Deadly Double Date
Chapter 4 - Deadly Double Date
AUTHORS’ NOTE: We kinda had trouble getting the Aduiue Damballa incantation for this chapter, it only came up as “(chanting)” when we turned on the subtitles for the movie, so we had to sound it out. Sorry.
“C‘mon Xander, I‘m still very horny. Get back into bed and give me some more orgasms,” pleaded Anya from her position on the bed.
Putting on his pajamas, Xander came back out of the bathroom to look at his fiancée, “Ahn, I’m sorry, but I‘m spent. Four times is more than enough for one morning.”
It was eight in the morning at Xander and Anya‘s apartment, and Xander had finally pulled himself away from Anya’s clutches so he could get them ready to go to the Magic Box. Buffy had called the night before, telling them to be at the shop by nine so they could help work on the counter-spell they found to stop Dusk Rayne from bringing any more movie monsters into reality.
“Ahn, we have to be at the Magic Box in an hour and-,” Xander stopped when he heard a strange pattering coming from the living room, “What the hell was that?”
“What was what?,” Anya asked, getting up and putting on a robe.
“I thought I heard something in the living room,” Xander explained.
Reaching under the bed to grab the weapons they hide there, they crept out of the bedroom to face the intruder, Xander with a crossbow cocked and raised and Anya with a sword at the ready.
They searched around the apartment, but were unable to find anyone. They kept hearing more pattering of little feet behind them, and would see things out the corners of their eyes, but every time they turned to look for the source there was nothing there.
“Alright, whoever is in here better show yourselves. We good friends with two Slayers and a powerful witch, so you don‘t want to mess with us,” Xander called out.
“Yeah, leave immediately so that me and my fiancé can continue having sex,” Anya added.
Xander, who was now standing near the couch, turned to Anya, “Ahn, now is not the time to -”
Xander was cut off by a redheaded patchwork doll that jumped up from behind the couch, landed on the arm, and brained him with a bat.
“Hi, I‘m Chucky, wanna play,” said Chucky in a coarse grating voice before letting loose a frightening high pitch cackle.
“XANDER!,” Anya cried out, but before she could go to his aid she felt a sharp point at the small of her back. She turned her neck to see a pretty blonde doll holding a butcher knife to her.

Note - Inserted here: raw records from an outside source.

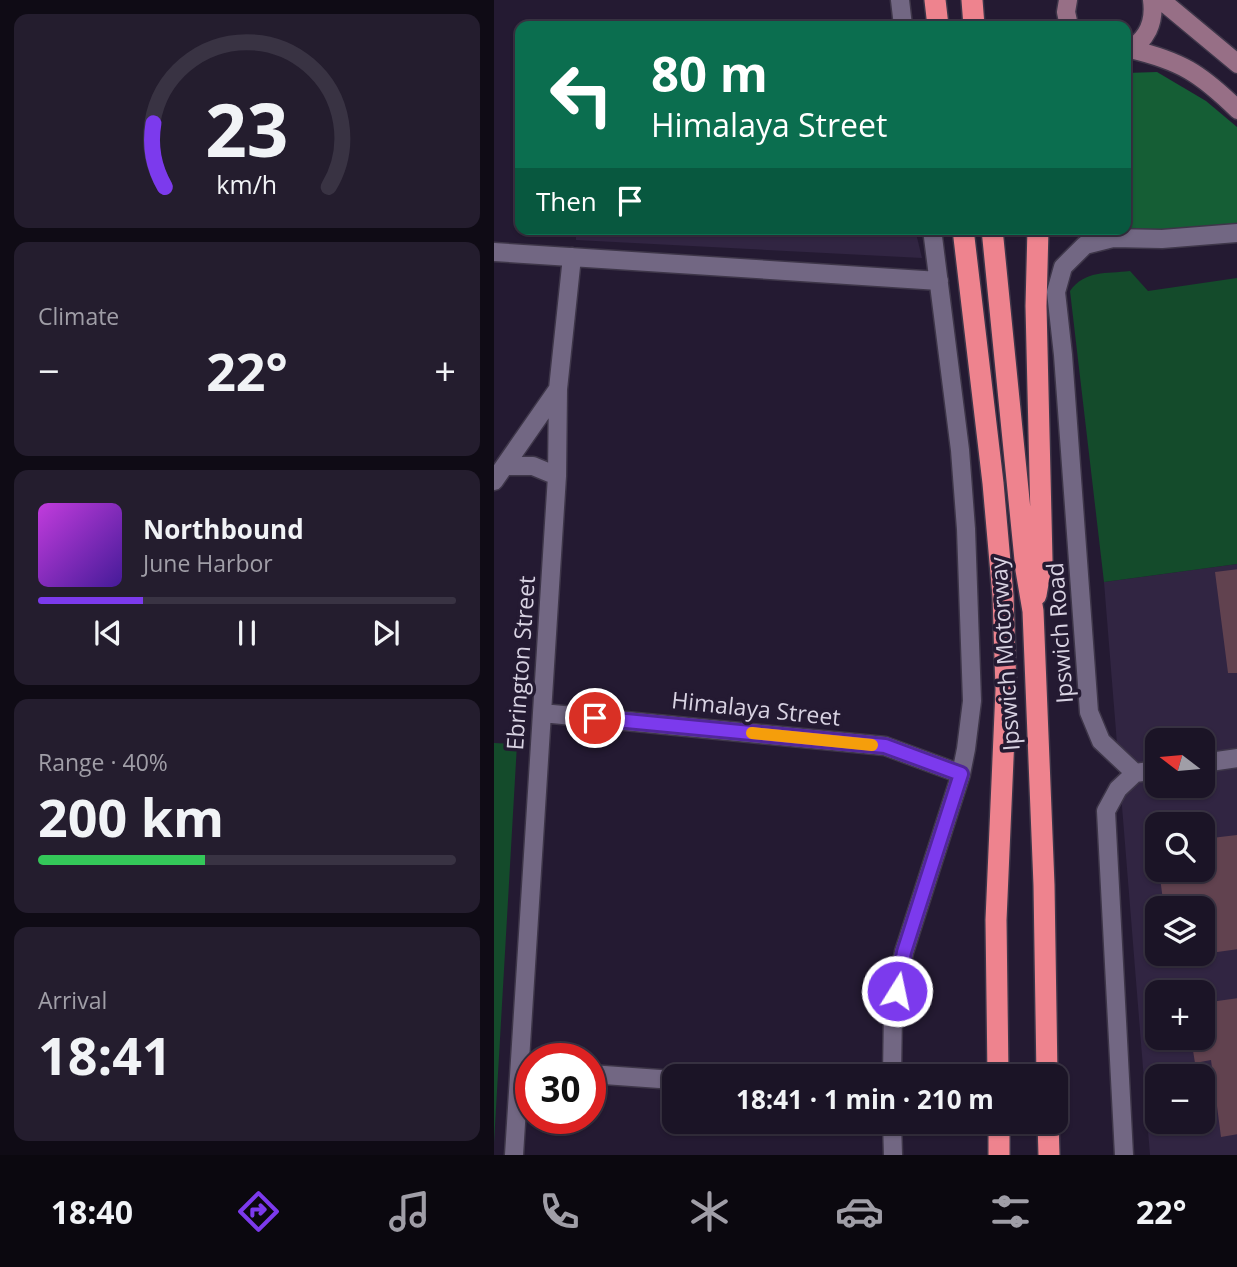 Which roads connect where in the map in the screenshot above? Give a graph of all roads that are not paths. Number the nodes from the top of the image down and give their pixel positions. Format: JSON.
{"nodes":[{"id":1,"x":900,"y":0,"type":"edge"},
{"id":2,"x":935,"y":0,"type":"edge"},
{"id":3,"x":972,"y":0,"type":"edge"},
{"id":4,"x":1152,"y":0,"type":"edge"},
{"id":5,"x":1161,"y":0,"type":"edge"},
{"id":6,"x":903,"y":21,"type":"edge"},
{"id":7,"x":937,"y":21,"type":"edge"},
{"id":8,"x":974,"y":21,"type":"edge"},
{"id":9,"x":1131,"y":48,"type":"edge"},
{"id":10,"x":1131,"y":51,"type":"edge"},
{"id":11,"x":1238,"y":64,"type":"edge"},
{"id":12,"x":1238,"y":110,"type":"edge"},
{"id":13,"x":1238,"y":233,"type":"edge"},
{"id":14,"x":933,"y":235,"type":"edge"},
{"id":15,"x":964,"y":235,"type":"edge"},
{"id":16,"x":993,"y":235,"type":"edge"},
{"id":17,"x":1038,"y":235,"type":"edge"},
{"id":18,"x":494,"y":252,"type":"edge"},
{"id":19,"x":572,"y":257,"type":"junction"},
{"id":20,"x":939,"y":281,"type":"junction"},
{"id":21,"x":558,"y":389,"type":"junction"},
{"id":22,"x":506,"y":466,"type":"junction"},
{"id":23,"x":557,"y":476,"type":"junction"},
{"id":24,"x":494,"y":481,"type":"edge"},
{"id":25,"x":1034,"y":611,"type":"junction"},
{"id":26,"x":542,"y":713,"type":"junction"},
{"id":27,"x":1238,"y":758,"type":"edge"},
{"id":28,"x":1215,"y":761,"type":"edge"},
{"id":29,"x":1145,"y":772,"type":"edge"},
{"id":30,"x":1135,"y":773,"type":"junction"},
{"id":31,"x":961,"y":774,"type":"junction"},
{"id":32,"x":526,"y":1043,"type":"edge"},
{"id":33,"x":892,"y":1064,"type":"edge"},
{"id":34,"x":998,"y":1064,"type":"edge"},
{"id":35,"x":1047,"y":1064,"type":"edge"},
{"id":36,"x":606,"y":1075,"type":"edge"},
{"id":37,"x":662,"y":1079,"type":"edge"},
{"id":38,"x":517,"y":1134,"type":"edge"},
{"id":39,"x":892,"y":1134,"type":"edge"},
{"id":40,"x":999,"y":1134,"type":"edge"},
{"id":41,"x":1048,"y":1134,"type":"edge"},
{"id":42,"x":514,"y":1155,"type":"edge"},
{"id":43,"x":892,"y":1155,"type":"edge"},
{"id":44,"x":999,"y":1155,"type":"edge"},
{"id":45,"x":1049,"y":1155,"type":"edge"},
{"id":46,"x":1124,"y":1155,"type":"edge"}],
"edges":[{"from":1,"to":6,"type":"street"},
{"from":2,"to":7,"type":"highway"},
{"from":3,"to":8,"type":"highway"},
{"from":4,"to":9,"type":"main road"},
{"from":5,"to":11,"type":"main road"},
{"from":10,"to":12,"type":"main road"},
{"from":13,"to":30,"type":"street","name":"Ipswich Road"},
{"from":14,"to":20,"type":"street"},
{"from":15,"to":34,"type":"highway","name":"Ipswich Motorway"},
{"from":16,"to":25,"type":"highway","name":"Ipswich Motorway"},
{"from":17,"to":25,"type":"highway"},
{"from":18,"to":19,"type":"street"},
{"from":19,"to":20,"type":"street"},
{"from":19,"to":21,"type":"street","name":"Ebrington Street"},
{"from":20,"to":31,"type":"street"},
{"from":21,"to":22,"type":"street"},
{"from":21,"to":23,"type":"street","name":"Ebrington Street"},
{"from":22,"to":23,"type":"street"},
{"from":22,"to":24,"type":"street"},
{"from":23,"to":26,"type":"street","name":"Ebrington Street"},
{"from":25,"to":35,"type":"highway","name":"Ipswich Motorway"},
{"from":26,"to":31,"type":"street","name":"Himalaya Street"},
{"from":26,"to":32,"type":"street","name":"Ebrington Street"},
{"from":27,"to":28,"type":"street"},
{"from":29,"to":30,"type":"street"},
{"from":30,"to":46,"type":"street"},
{"from":31,"to":33,"type":"street"},
{"from":36,"to":37,"type":"street"},
{"from":38,"to":42,"type":"street","name":"Ebrington Street"},
{"from":39,"to":43,"type":"street"},
{"from":40,"to":44,"type":"highway"},
{"from":41,"to":45,"type":"highway"}]} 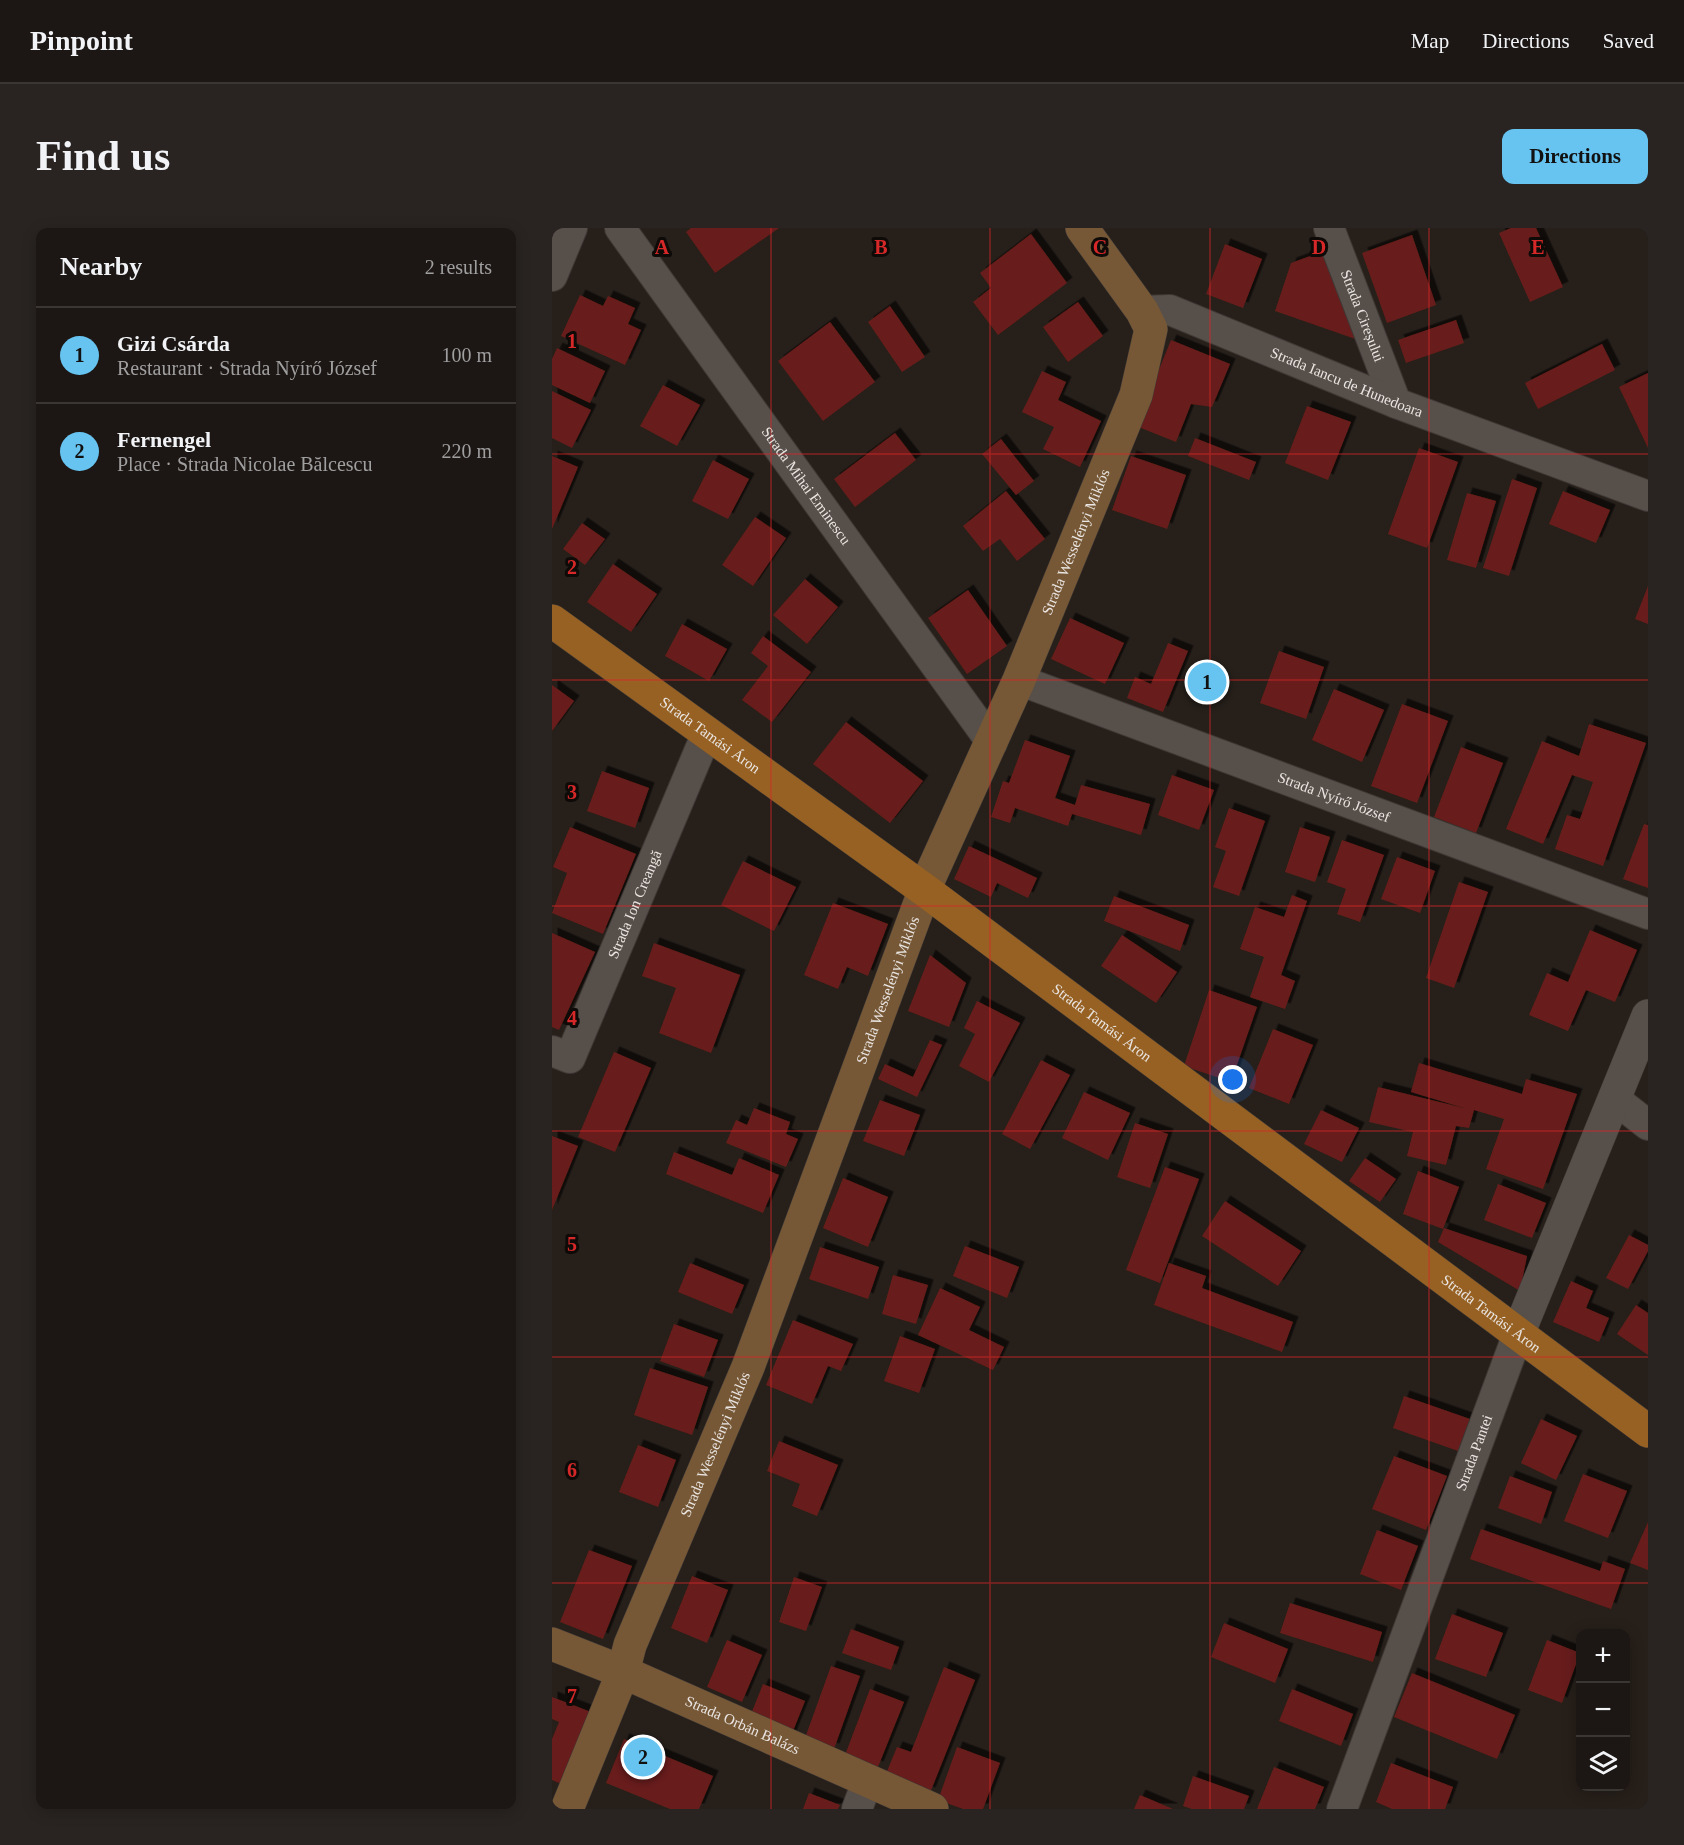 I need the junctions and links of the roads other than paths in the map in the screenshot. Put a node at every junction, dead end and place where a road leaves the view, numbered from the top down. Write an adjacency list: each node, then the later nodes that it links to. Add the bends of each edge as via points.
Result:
1 (608, 228): 5 (street)
2 (620, 228): 13 (street, Strada Mihai Eminescu)
3 (1082, 228): 7 (main road)
4 (1329, 228): 8 (street, Strada Cireșului)
5 (569, 236): 6 (street)
6 (552, 276)
7 (1142, 311): 8 (street, Strada Iancu de Hunedoara, via 1170,310); 11 (main road, Strada Wesselényi Miklós, via 1150,329 1136,395)
8 (1396, 403): 9 (street, Strada Iancu de Hunedoara)
9 (1648, 496)
10 (552, 621): 12 (main road, Strada Tamási Áron)
11 (1019, 680): 13 (main road, Strada Wesselényi Miklós); 15 (street, Strada Nyírő József)
12 (707, 733): 14 (main road, Strada Tamási Áron); 17 (street, Strada Ion Creangă, via 570,1058)
13 (992, 743): 14 (main road, Strada Wesselényi Miklós)
14 (926, 891): 20 (main road, Strada Tamási Áron); 23 (main road, Strada Wesselényi Miklós, via 748,1367 630,1645)
15 (1648, 914)
16 (1648, 1016): 18 (street, Strada Pantei)
17 (552, 1051)
18 (1616, 1100): 19 (street); 20 (street, Strada Pantei)
19 (1648, 1125)
20 (1518, 1334): 21 (main road, Strada Tamási Áron); 27 (street, Strada Pantei)
21 (1648, 1431)
22 (552, 1644): 23 (main road, Strada Orbán Balázs)
23 (623, 1672): 24 (main road, Strada Orbán Balázs); 25 (main road, Strada Wesselényi Miklós)
24 (862, 1796): 26 (main road, Strada Orbán Balázs)
25 (567, 1809)
26 (932, 1809)
27 (1342, 1809)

“Don‘t move Sweetie,” ordered Tiffany, “I have big plans for that body of yours and I‘d really hate to cut it up.”
“Ugh, my head,” moaned Xander as he came back to consciousness, “What is it with them all going for head? I feel like there‘s a crack in my skull.”
“Xander, wake up, we‘re in real trouble here,” called Anya.
Opening his eyes, Xander sees Anya tied to a chair in front of him, and then looks down to find himself equally bound.
“Oh crap,” Xander exclaimed, beginning to struggle.
“Hey you two, keep it down,” growled Chucky.
When he saw the two living dolls to his left, Xander exclaimed, “Oh my god, it‘s Chucky and Tiffany.”
“That‘s right cutie,” Tiffany giggled, “And we‘re sorry we didn‘t call before coming over, but we wanted our visit to be a surprise.”
“What are you going to do? Kill us?,” asked Xander.
“Well, that‘s what we were originally asked to do, but then I came up with a much more interesting plan,” Chucky explained, as he pulled the Heart of Damballa out of his tattered overalls.
“Oh no,” frowned Xander.
“What is it?,” asked Anya.
“They‘re going to steal our bodies,” Xander explained.
“That‘s right,” Tiffany cooed, “And we can‘t wait to see the looks on your friends’ faces when we show them the new us. I‘m sure they‘ll just die.”
“Oh yeah, and they‘ll be just the start,” laughed Chucky, “With your body at my disposal, I‘ll become this world’s most famous serial killer since H.H. Holmes.”
The Ray’s stood in front of their desired new bodies, and once they were ready, Chucky began reciting the incantation:
give me the power, I beg of you,
Levau moishea da bua shiou,
Shekua daushei sequaz damort,
En Switch, switch, switch, switch, switch.
A bright flash of light signaled the completion of the spell.
When Tiffany woke up, she was in Anya’s body, but when she spoke it was her own voice that came out of the shopkeepers mouth, “Chucky?”
Chucky, wearing Xander’s skin, spoke in his usual voice, “Tiff?”
“Oh my god, Chucky, we did it. We‘re human again.”
Seeing that it was true, Charles Lee Ray became ecstatic.
“YES! I finally did it. I‘m a man again. I’m finally human, and I‘ll never have to be a stupid plastic doll ever again. I‘m, I‘m…” Chucky cheered, trying to stand up. But when he realized he couldn’t, he looked down, “…tied up.”
“Oh my God,” Tiffany cried, struggling with her bonds, “So am I. YOU IDIOT, WHY DIDN’T YOU THINK OF THIS BEFORE YOU SWITCHED US?”
“I DON’T KNOW, I’VE NEVER GOTTEN THIS FAR BEFORE,” screamed Chucky, trying to free himself, “someone usually stops me before now.”
“DAMMIT, MY MOTHER WAS RIGHT ABOUT YOU, I NEVER SHOULD HAVE STARTED SEEING YOU IN THE FIRST PLACE. IF I HAD LISTEN TO HER I WOULD HAVE MARRIED A SMART, SUCCESSFUL KILLER, INSTEAD OF YOU.”
“WILL YOU SHUT UP ABOUT WHAT YOUR DAMN MOTHER SAID? JEESE, I KILLED THAT BITCH TWENTY YEAR AGO AND SHE STILL WON‘T SHUT UP.”
By this time the real Xander and Anya had woken up, while in their new doll bodies, and looked at each other.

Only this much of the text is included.